Cruz posed with guns and knives in photos he had posted online, and police were called to his family’s home multiple times over reports of vandalism and fights.

Neighbours told how he would shoot and kill animals, including squirrels and frogs.

He had been expelled from the high school, allegedly following a fight over his ex-girlfriend, and was attending a different school at the time of the shooting.

The teen was living with a family friend following the death of his adoptive mum Linda in November last year, and was working at a discount shop.

Mrs Cruz had been a widow for 13 years following her husband’s death, and struggled to control her son’s behaviour, a former neighbour, Paul Gold, told the Miami Herald.

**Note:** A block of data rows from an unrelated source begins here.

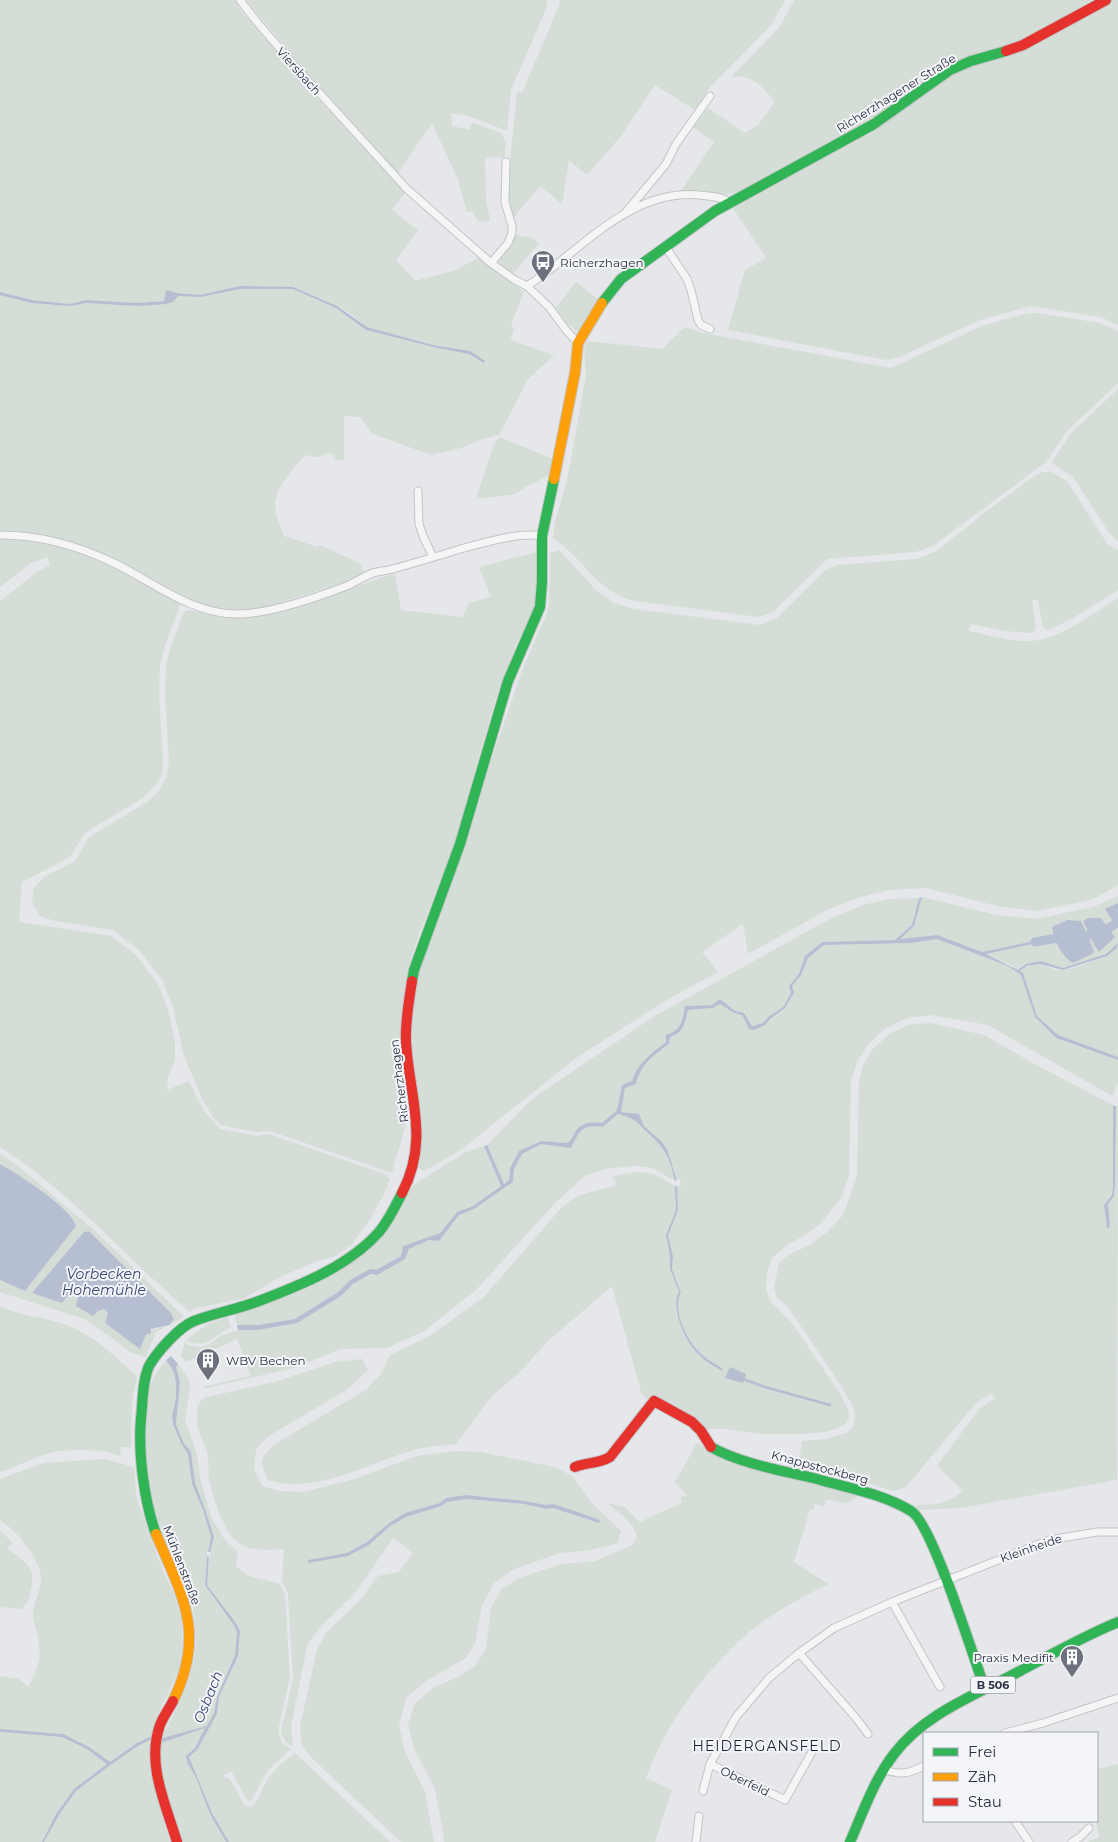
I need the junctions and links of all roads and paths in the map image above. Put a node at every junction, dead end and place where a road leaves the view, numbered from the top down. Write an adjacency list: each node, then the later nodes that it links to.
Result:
1 (240, 0): 8 (street, Viersbach)
2 (1106, 0): 5 (street, Richerzhagener Straße)
3 (710, 96): 6 (street)
4 (506, 162): 8 (street)
5 (729, 202): 6 (street); 7 (street, Richerzhagen)
6 (624, 214): 9 (street)
7 (665, 246): 10 (street); 11 (street, Richerzhagen)
8 (491, 263): 9 (street)
9 (527, 286): 11 (street)
10 (710, 329)
11 (578, 343): 14 (street, Richerzhagen)
12 (418, 491): 15 (street)
13 (0, 535): 15 (street)
14 (542, 536): 15 (street); 17 (street, Richerzhagen)
15 (433, 557)
16 (575, 1467): 19 (street, Knappstockberg)
17 (141, 1468): 36 (street, Mühlenstraße)
18 (1118, 1532): 19 (street, Kleinheide)
19 (947, 1581): 20 (street, Kleinheide); 24 (street, Knappstockberg)
20 (892, 1602): 22 (street, Kleinheide); 23 (street)
21 (1118, 1622): 24 (street, B 506)
22 (799, 1653): 27 (street); 29 (street, Kleinheide)
23 (940, 1687)
24 (985, 1689): 31 (street, B 506)
25 (1118, 1698): 26 (street)
26 (1009, 1732)
27 (868, 1734)
28 (812, 1752): 29 (street, Oberfeld)
29 (710, 1764): 32 (street, Kleinheide)
30 (923, 1766): 31 (street)
31 (884, 1770): 38 (street, B 506)
32 (703, 1791)
33 (699, 1816): 37 (street)
34 (1016, 1822): 39 (street)
35 (1088, 1828): 40 (street)
36 (177, 1842)
37 (696, 1842)
38 (850, 1842)
39 (1029, 1842)
40 (1072, 1842)

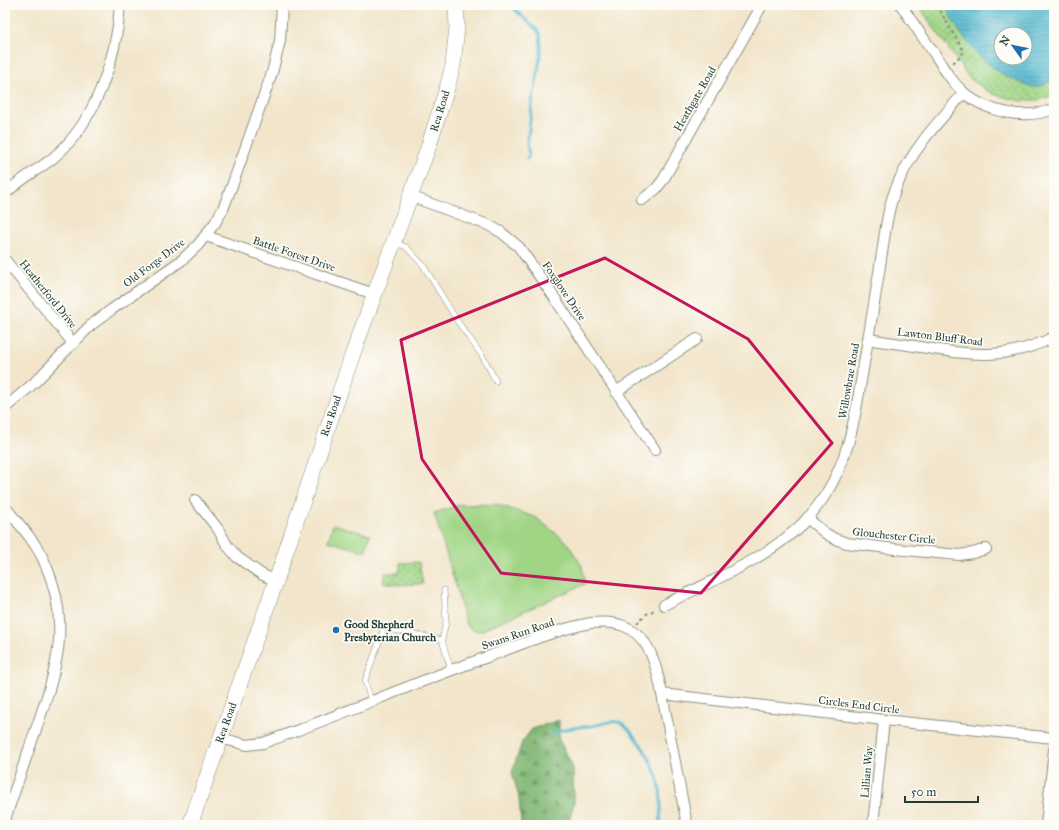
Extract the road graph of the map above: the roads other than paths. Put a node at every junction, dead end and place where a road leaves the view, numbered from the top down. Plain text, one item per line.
1 (120, 5) edge
2 (282, 5) edge
3 (456, 5) edge
4 (762, 5) edge
5 (901, 5) edge
6 (964, 92) junction
7 (1054, 109) edge
8 (5, 194) edge
9 (410, 196) junction
10 (642, 200) dead end
11 (206, 236) junction
12 (393, 242) junction
13 (5, 260) edge
14 (374, 294) junction
15 (1054, 337) edge
16 (697, 339) dead end
17 (868, 339) junction
18 (73, 343) junction
19 (496, 381) dead end
20 (616, 392) junction
21 (5, 408) edge
22 (656, 450) dead end
23 (195, 500) dead end
24 (5, 507) edge
25 (807, 518) junction
26 (986, 549) dead end
27 (276, 581) junction
28 (444, 590) dead end
29 (664, 605) road end
30 (442, 640) junction
31 (451, 670) junction
32 (662, 694) junction
33 (371, 701) junction
34 (884, 720) junction
35 (220, 738) junction
36 (1054, 738) edge
37 (1054, 750) edge
38 (5, 819) edge
39 (190, 825) edge
40 (687, 825) edge
41 (873, 825) edge
42 (1046, 825) edge

1 - 8 street
2 - 11 street, Old Forge Drive
3 - 9 main road, Rea Road
4 - 10 street, Heathgate Road
5 - 6 street
6 - 7 street
6 - 17 street, Willowbrae Road
9 - 12 main road, Rea Road
9 - 20 street, Foxglove Drive
11 - 14 street, Battle Forest Drive
11 - 18 street, Old Forge Drive
12 - 14 main road, Rea Road
12 - 19 lane
13 - 18 street, Heatherford Drive
14 - 27 main road, Rea Road
15 - 17 street, Lawton Bluff Road
16 - 20 street
17 - 25 street, Willowbrae Road
18 - 21 street, Old Forge Drive
20 - 22 street, Foxglove Drive
23 - 27 street
24 - 38 street
25 - 26 street, Glouchester Circle
25 - 29 street, Willowbrae Road
27 - 35 main road, Rea Road
28 - 30 lane
30 - 31 lane
30 - 33 lane
31 - 32 street, Swans Run Road
31 - 33 street, Swans Run Road
32 - 34 street, Circles End Circle
32 - 40 street, Swans Run Road
33 - 35 street, Swans Run Road
34 - 36 street, Circles End Circle
34 - 41 street, Lillian Way
35 - 39 main road, Rea Road
37 - 42 street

He said: “His mother made a major push to have him lead a normal life. But toward the end of her life, she really had given up."

The report added that child-welfare investigators interviewed the family in September 2016 after someone claimed Cruz was cutting himself, planned to buy a gun and had drawn a "Nazi symbol" on his backpack.

Cruz, who was receiving mental health counselling, had just broken up with his girlfriend, had been in a fight and may ahve tried to drink gasoline in a suicide attempt, the report claimed.

But the investigation was closed with no action taken.

The FBI and local sheriff’s office have admitted receiving several tips over the past two years from callers saying they had reason to believe Cruz was likely to commit a school shooting.

One unidentified caller warned the FBI just a month before the massacre, the Wall Street Journal reported.

The woman, who was close to Cruz, told a tip line operator on January 5: "He’s going to explode."

Classes are due to resume at the high school on Wednesday, but the building where most of the bloodshed occurred will remain closed.